En Inde, le premier état à s'être ému de cette nouvelle donne est le Kerala (sud-ouest). Et pour cause. Sur les quelque 2 millions d'Indiens employés en Arabie Saoudite, 576.000 viennent de cette région verdoyante où, mis à part le tourisme, les industries sont rares. Sur la côte Est, l'Andra Pradesh fournit aussi son lot de « cols bleus » au Royaume wahhabite. Ils sont éboueurs, maçons etc. Les mieux lotis font chauffeurs de taxi.

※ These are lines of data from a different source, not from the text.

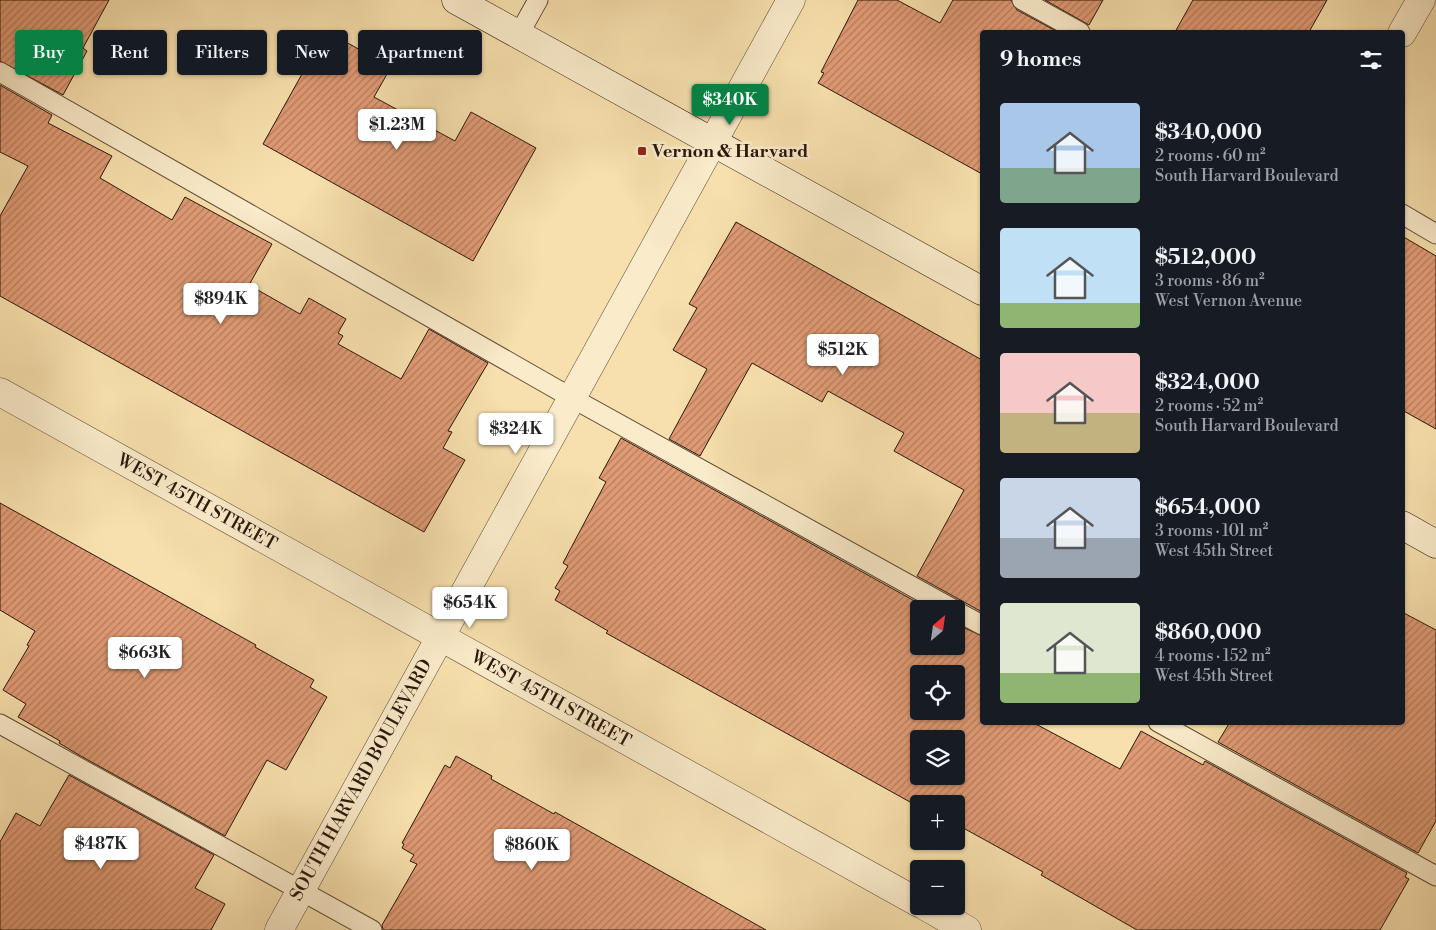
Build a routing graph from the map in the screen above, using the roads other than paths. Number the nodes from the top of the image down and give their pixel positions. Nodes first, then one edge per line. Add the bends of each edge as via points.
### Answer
1 (456, 0) edge
2 (538, 0) edge
3 (791, 0) edge
4 (1022, 0) edge
5 (1421, 0) edge
6 (1076, 30) edge
7 (1404, 30) edge
8 (518, 34) junction
9 (0, 72) edge
10 (714, 141) junction
11 (1405, 216) edge
12 (1436, 234) edge
13 (980, 290) edge
14 (0, 392) edge
15 (572, 398) junction
16 (1405, 527) edge
17 (1436, 544) edge
18 (937, 600) edge
19 (965, 616) edge
20 (980, 624) edge
21 (440, 637) junction
22 (0, 724) edge
23 (1163, 725) edge
24 (1436, 876) edge
25 (301, 890) junction
26 (910, 898) edge
27 (941, 915) edge
28 (279, 930) edge
29 (372, 930) edge
30 (968, 930) edge

1 - 8 street
2 - 8 lane
3 - 10 street, SOUTH HARVARD BOULEVARD
4 - 6 lane
5 - 7 street
8 - 10 street
9 - 15 lane
10 - 13 street
10 - 15 street, SOUTH HARVARD BOULEVARD
11 - 12 lane
14 - 21 street, WEST 45TH STREET
15 - 18 lane
15 - 21 street, SOUTH HARVARD BOULEVARD
16 - 17 street
19 - 20 lane
21 - 25 street, SOUTH HARVARD BOULEVARD
21 - 26 street, WEST 45TH STREET
22 - 25 lane
23 - 24 lane
25 - 28 street, SOUTH HARVARD BOULEVARD
25 - 29 lane
27 - 30 street

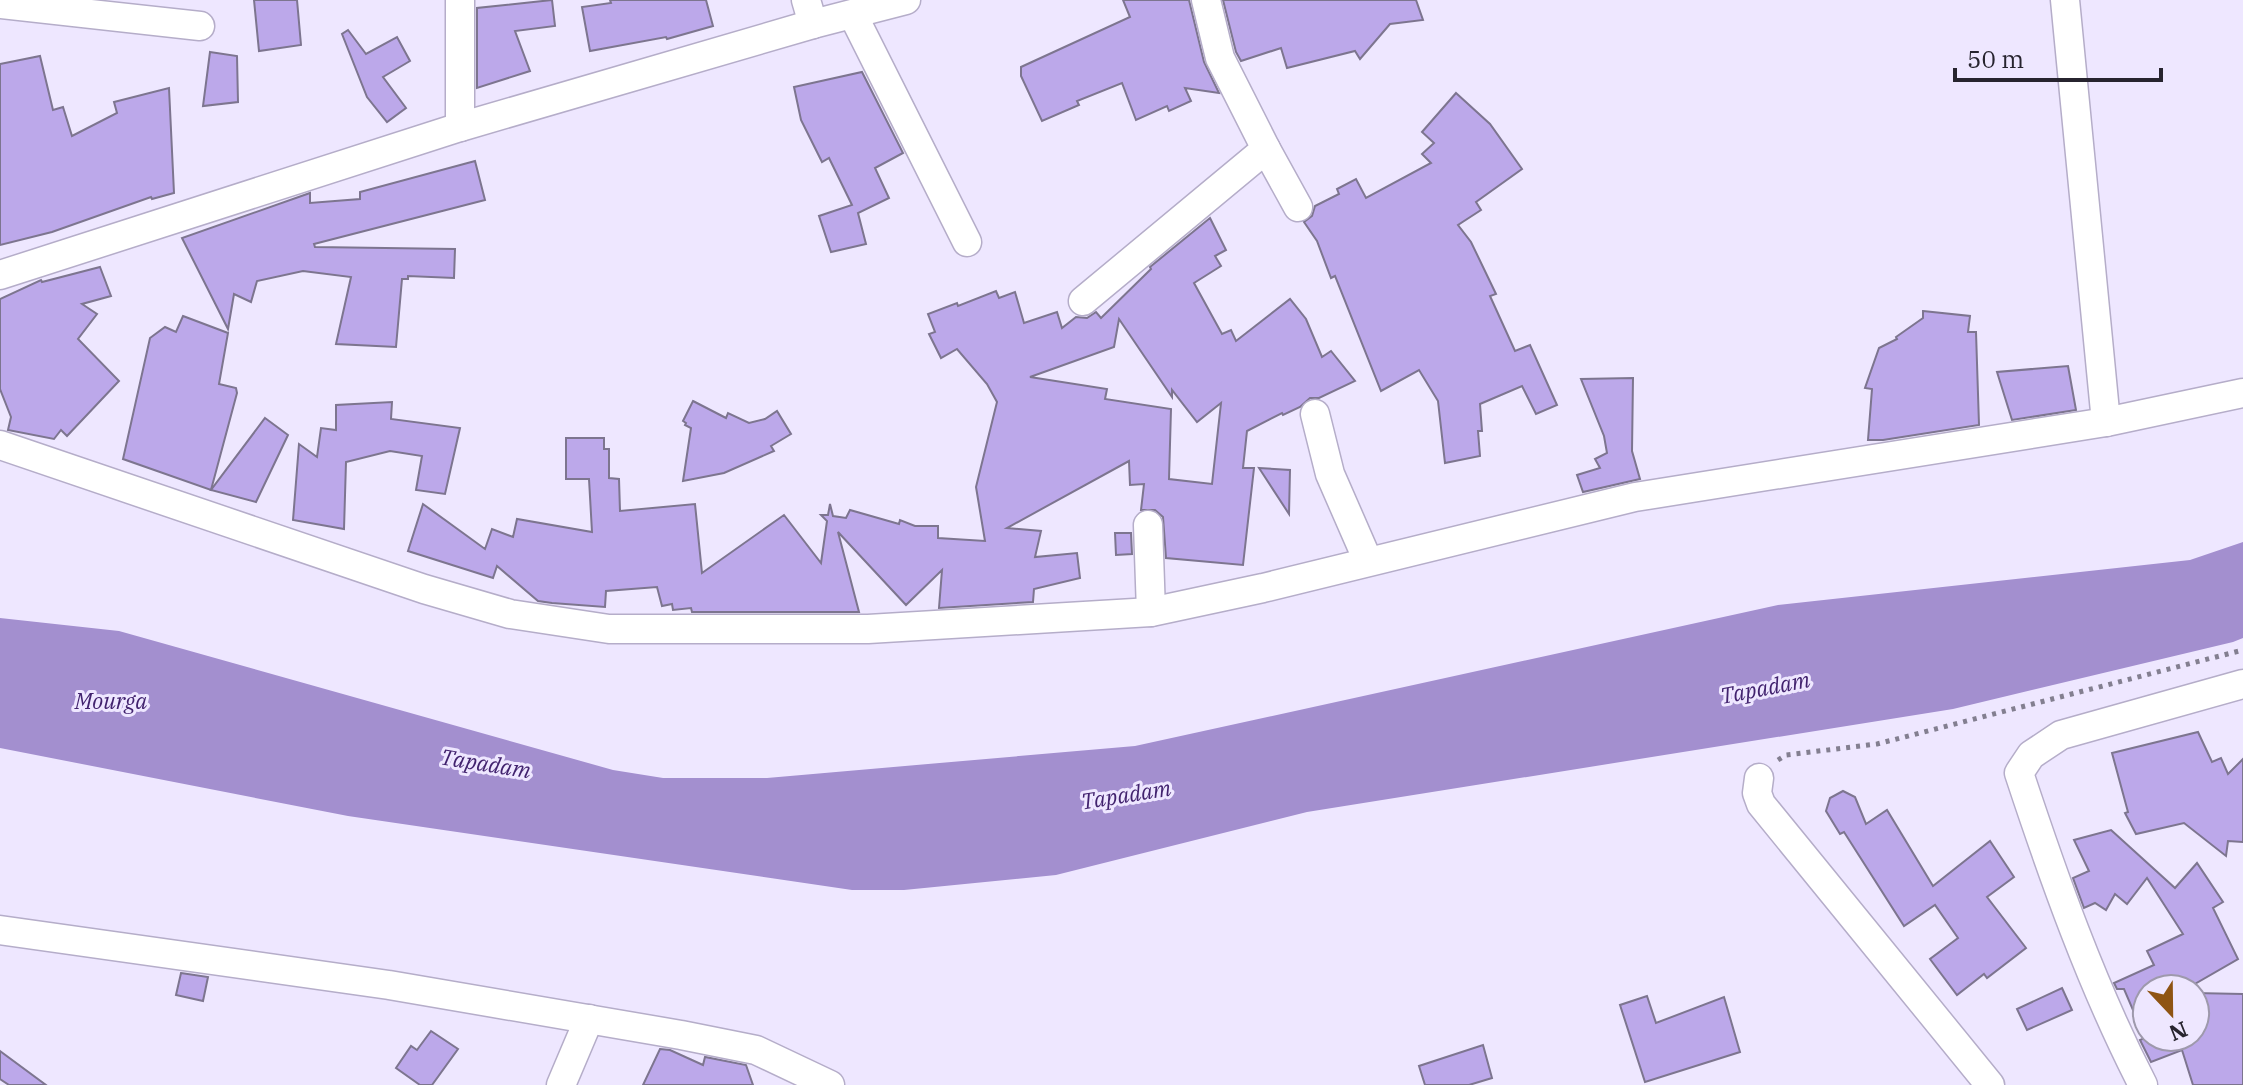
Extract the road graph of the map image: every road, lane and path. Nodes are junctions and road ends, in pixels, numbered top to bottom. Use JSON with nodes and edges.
{"nodes":[{"id":1,"x":460,"y":0,"type":"edge"},
{"id":2,"x":906,"y":0,"type":"edge"},
{"id":3,"x":1206,"y":0,"type":"edge"},
{"id":4,"x":2065,"y":0,"type":"edge"},
{"id":5,"x":0,"y":4,"type":"edge"},
{"id":6,"x":809,"y":12,"type":"edge"},
{"id":7,"x":853,"y":15,"type":"junction"},
{"id":8,"x":200,"y":26,"type":"dead end"},
{"id":9,"x":460,"y":127,"type":"junction"},
{"id":10,"x":1266,"y":149,"type":"junction"},
{"id":11,"x":1298,"y":207,"type":"dead end"},
{"id":12,"x":967,"y":242,"type":"dead end"},
{"id":13,"x":0,"y":275,"type":"edge"},
{"id":14,"x":1083,"y":301,"type":"dead end"},
{"id":15,"x":2243,"y":393,"type":"edge"},
{"id":16,"x":1315,"y":414,"type":"dead end"},
{"id":17,"x":2106,"y":422,"type":"junction"},
{"id":18,"x":0,"y":445,"type":"edge"},
{"id":19,"x":1148,"y":525,"type":"dead end"},
{"id":20,"x":1368,"y":561,"type":"junction"},
{"id":21,"x":1151,"y":612,"type":"junction"},
{"id":22,"x":2243,"y":650,"type":"edge"},
{"id":23,"x":2243,"y":684,"type":"edge"},
{"id":24,"x":1759,"y":778,"type":"joint"},
{"id":25,"x":0,"y":930,"type":"edge"},
{"id":26,"x":589,"y":1019,"type":"junction"},
{"id":27,"x":771,"y":1056,"type":"junction"},
{"id":28,"x":561,"y":1085,"type":"edge"},
{"id":29,"x":783,"y":1085,"type":"edge"},
{"id":30,"x":830,"y":1085,"type":"edge"},
{"id":31,"x":1990,"y":1085,"type":"edge"},
{"id":32,"x":2143,"y":1085,"type":"edge"}],
"edges":[{"from":1,"to":9,"type":"street"},
{"from":2,"to":7,"type":"street"},
{"from":3,"to":10,"type":"street"},
{"from":4,"to":17,"type":"street"},
{"from":5,"to":8,"type":"street"},
{"from":6,"to":7,"type":"street"},
{"from":6,"to":9,"type":"street"},
{"from":7,"to":12,"type":"street"},
{"from":9,"to":13,"type":"street"},
{"from":10,"to":11,"type":"street"},
{"from":10,"to":14,"type":"street"},
{"from":15,"to":17,"type":"street"},
{"from":16,"to":20,"type":"street"},
{"from":17,"to":20,"type":"street"},
{"from":18,"to":21,"type":"street"},
{"from":19,"to":21,"type":"street"},
{"from":20,"to":21,"type":"street"},
{"from":22,"to":24,"type":"path"},
{"from":23,"to":32,"type":"street"},
{"from":24,"to":31,"type":"street"},
{"from":25,"to":26,"type":"street"},
{"from":26,"to":27,"type":"street"},
{"from":26,"to":28,"type":"street"},
{"from":27,"to":29,"type":"street"},
{"from":27,"to":30,"type":"street"}]}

A quelque 3,5 milliards de dollars par an, la quantité d'argent qu'ils envoient en Inde est impressionnante. Il s'agit du plus important transfert de devises en provenance d'un pays unique. Il suffit de sillonner le Kerala pour s'en rendre compte. Les villas cossues aux couleurs criardes poussent comme des champignons au milieu des cocoteraies, où elles jurent parfois avec l'habitat traditionnel. Au cours des dernières années, les mosquées flambant neuves ont, elles aussi, fleuri dans le petit état du sud.

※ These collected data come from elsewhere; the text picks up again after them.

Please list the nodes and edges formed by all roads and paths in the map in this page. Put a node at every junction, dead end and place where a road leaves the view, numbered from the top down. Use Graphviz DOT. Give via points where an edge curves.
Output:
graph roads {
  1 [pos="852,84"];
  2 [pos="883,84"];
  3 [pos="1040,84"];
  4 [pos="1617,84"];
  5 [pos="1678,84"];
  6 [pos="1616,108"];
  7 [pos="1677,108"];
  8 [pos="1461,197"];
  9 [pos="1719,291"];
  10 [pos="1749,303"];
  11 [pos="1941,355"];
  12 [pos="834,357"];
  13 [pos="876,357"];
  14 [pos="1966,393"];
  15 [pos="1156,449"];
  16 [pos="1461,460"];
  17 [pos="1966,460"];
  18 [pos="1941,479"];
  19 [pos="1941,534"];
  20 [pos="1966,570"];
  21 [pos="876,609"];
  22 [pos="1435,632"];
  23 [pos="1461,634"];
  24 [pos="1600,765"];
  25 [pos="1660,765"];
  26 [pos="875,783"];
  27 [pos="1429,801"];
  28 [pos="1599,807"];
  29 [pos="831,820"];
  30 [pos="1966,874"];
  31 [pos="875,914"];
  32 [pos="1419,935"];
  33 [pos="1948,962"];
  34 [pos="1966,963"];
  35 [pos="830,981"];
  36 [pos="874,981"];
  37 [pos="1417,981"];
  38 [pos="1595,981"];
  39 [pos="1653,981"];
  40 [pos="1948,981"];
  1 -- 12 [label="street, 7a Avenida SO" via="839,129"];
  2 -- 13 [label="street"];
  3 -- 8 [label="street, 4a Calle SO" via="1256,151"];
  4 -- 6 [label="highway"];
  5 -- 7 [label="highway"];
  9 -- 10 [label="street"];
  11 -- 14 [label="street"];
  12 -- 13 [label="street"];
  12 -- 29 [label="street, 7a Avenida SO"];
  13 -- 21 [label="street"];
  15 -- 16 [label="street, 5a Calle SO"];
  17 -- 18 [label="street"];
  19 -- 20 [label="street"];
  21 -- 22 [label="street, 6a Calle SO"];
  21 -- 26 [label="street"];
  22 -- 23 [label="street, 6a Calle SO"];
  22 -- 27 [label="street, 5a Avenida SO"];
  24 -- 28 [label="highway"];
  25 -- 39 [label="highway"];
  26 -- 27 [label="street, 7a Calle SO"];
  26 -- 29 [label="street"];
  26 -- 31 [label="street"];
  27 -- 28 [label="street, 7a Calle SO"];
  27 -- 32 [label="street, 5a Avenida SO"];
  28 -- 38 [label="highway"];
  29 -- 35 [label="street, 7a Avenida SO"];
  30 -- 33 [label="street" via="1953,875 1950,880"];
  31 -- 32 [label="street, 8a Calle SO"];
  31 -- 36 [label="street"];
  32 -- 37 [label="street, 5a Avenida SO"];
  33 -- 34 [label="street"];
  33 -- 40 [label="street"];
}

On comprend la préoccupation des autorités indiennes. Selon certaines sources, Delhi pourrait demander à Riyad d'étaler son programme de « saoudisation »du marché du travail. « D'après ce que l'on sait, 340.000 firmes en Arabie Saoudite n'ont pas un seul employé saoudien. Si, avec la loi du Nitaqat, 2 à 3 Saoudiens sont embauchés dans chacune d'entre elles, cela entraînera le déplacement de 500.000 à 1 million d'expatriés, à moins que d'autres postes de travail ne soient créés parallèlement », relève A. Didar Singh, Secrétaire général de la Fédération Indienne des Chambres de Commerce et d'Industrie (FICCI).
« Les Saoudiens ne sont pas habitués à travailler comme les Indiens. C'est très cher d'employer un Saoudien. Mais les chefs d'entreprises seront contraints d'embaucher un Saoudien qui travaillera huit heures par jour et sera payé 10% de plus que les Indiens. Les entreprises pourraient bien être obligées de garder des Indiens meilleur marché et plus efficaces, qui travaillent 15 heures par jour », raisonne de son côté C.P. John, l'un des responsables du State Planning Board du Kerala, espérant que Riyad adoucira le "Nitaqat".